* _TASK INSTRUCTIONS_
Which lines below hold the word "Gluck"? Report each one.
*** Opening of SOURCE INFORMATION ***
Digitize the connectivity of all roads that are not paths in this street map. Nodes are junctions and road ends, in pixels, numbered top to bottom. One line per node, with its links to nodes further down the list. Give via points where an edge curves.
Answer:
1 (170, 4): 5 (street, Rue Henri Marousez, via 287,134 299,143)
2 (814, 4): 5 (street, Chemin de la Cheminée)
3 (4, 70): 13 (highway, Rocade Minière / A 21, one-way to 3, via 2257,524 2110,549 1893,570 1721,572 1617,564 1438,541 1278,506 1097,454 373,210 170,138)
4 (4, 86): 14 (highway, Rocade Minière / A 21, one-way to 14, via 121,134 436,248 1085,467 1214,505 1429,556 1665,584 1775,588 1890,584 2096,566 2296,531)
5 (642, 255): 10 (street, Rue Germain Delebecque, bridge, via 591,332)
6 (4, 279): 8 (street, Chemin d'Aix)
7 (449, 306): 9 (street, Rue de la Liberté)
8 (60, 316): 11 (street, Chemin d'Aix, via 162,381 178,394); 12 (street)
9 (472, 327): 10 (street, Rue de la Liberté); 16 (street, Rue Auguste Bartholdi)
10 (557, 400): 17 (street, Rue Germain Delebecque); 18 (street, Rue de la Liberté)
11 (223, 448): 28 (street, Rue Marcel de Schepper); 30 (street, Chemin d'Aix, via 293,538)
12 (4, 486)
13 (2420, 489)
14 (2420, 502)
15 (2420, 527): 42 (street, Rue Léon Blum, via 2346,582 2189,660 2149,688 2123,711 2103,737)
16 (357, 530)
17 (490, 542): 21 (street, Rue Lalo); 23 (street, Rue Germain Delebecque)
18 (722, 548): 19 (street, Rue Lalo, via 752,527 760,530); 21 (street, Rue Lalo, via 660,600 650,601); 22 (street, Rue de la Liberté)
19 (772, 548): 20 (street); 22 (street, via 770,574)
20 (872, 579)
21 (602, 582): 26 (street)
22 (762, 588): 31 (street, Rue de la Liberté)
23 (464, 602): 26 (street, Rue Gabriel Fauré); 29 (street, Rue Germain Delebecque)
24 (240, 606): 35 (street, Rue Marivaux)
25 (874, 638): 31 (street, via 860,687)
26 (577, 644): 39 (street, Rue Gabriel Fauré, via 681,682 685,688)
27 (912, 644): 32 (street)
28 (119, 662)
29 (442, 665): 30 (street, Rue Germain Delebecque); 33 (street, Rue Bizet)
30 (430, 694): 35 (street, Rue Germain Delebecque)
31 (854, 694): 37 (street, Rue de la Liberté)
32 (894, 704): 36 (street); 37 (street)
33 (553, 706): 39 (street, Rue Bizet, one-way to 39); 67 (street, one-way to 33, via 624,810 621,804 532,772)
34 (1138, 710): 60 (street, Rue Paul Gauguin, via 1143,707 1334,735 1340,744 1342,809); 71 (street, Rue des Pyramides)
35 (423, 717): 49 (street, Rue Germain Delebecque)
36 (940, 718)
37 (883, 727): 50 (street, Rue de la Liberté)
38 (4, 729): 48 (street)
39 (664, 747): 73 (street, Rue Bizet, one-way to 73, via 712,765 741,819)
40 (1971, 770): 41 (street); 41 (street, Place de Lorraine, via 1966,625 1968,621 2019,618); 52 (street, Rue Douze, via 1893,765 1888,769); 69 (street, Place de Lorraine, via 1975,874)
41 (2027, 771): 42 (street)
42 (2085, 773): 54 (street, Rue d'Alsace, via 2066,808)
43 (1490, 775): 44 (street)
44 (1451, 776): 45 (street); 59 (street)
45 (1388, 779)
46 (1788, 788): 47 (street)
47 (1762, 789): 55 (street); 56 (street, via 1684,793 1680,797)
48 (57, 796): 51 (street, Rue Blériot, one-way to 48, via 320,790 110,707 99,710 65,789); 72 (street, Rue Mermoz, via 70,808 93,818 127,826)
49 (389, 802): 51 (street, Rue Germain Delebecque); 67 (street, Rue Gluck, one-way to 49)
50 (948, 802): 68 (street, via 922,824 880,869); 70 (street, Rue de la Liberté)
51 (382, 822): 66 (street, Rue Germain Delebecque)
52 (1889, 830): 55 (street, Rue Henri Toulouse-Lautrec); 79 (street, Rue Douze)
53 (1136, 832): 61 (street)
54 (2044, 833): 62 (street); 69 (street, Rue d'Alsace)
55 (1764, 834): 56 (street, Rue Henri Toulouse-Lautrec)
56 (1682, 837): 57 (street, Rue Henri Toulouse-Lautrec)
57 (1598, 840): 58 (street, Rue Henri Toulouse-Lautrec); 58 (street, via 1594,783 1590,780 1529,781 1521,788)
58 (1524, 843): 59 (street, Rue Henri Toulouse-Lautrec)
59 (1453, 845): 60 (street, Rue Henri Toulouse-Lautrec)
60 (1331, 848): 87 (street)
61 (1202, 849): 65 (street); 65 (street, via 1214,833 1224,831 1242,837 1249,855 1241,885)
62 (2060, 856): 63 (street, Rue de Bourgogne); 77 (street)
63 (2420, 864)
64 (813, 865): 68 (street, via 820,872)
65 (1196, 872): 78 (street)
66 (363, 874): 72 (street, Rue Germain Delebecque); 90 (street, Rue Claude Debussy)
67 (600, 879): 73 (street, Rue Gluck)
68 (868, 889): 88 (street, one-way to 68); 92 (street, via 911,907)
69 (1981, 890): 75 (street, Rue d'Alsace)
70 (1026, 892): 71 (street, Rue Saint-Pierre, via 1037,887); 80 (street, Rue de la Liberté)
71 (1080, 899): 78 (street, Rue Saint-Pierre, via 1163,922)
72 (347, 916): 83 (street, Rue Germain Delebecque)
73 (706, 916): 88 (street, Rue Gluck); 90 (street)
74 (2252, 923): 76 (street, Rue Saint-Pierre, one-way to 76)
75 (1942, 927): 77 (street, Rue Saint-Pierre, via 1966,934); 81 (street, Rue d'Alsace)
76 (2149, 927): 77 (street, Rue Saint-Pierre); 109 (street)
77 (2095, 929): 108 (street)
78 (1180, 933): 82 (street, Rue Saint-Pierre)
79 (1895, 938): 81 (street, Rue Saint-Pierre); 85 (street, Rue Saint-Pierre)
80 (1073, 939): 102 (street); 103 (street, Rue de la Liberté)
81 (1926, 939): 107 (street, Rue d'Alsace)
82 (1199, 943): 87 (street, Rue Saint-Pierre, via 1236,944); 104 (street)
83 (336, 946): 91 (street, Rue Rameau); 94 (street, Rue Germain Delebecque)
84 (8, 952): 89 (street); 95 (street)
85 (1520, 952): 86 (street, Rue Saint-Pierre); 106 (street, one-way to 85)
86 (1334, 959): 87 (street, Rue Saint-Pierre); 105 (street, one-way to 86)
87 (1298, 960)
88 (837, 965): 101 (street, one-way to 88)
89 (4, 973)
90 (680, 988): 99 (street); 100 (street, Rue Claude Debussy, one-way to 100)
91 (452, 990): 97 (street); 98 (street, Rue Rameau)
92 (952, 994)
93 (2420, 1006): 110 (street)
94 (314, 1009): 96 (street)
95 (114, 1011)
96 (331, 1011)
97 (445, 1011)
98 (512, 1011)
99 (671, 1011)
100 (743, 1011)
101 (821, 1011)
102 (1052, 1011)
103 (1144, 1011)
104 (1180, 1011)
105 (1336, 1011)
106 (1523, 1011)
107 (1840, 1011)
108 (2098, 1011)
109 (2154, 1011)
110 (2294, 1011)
*** Close of SOURCE INFORMATION ***
* _ANSWER FOR THIS EXERCISE_
49 (389, 802): 51 (street, Rue Germain Delebecque); 67 (street, Rue Gluck, one-way to 49)
67 (600, 879): 73 (street, Rue Gluck)
73 (706, 916): 88 (street, Rue Gluck); 90 (street)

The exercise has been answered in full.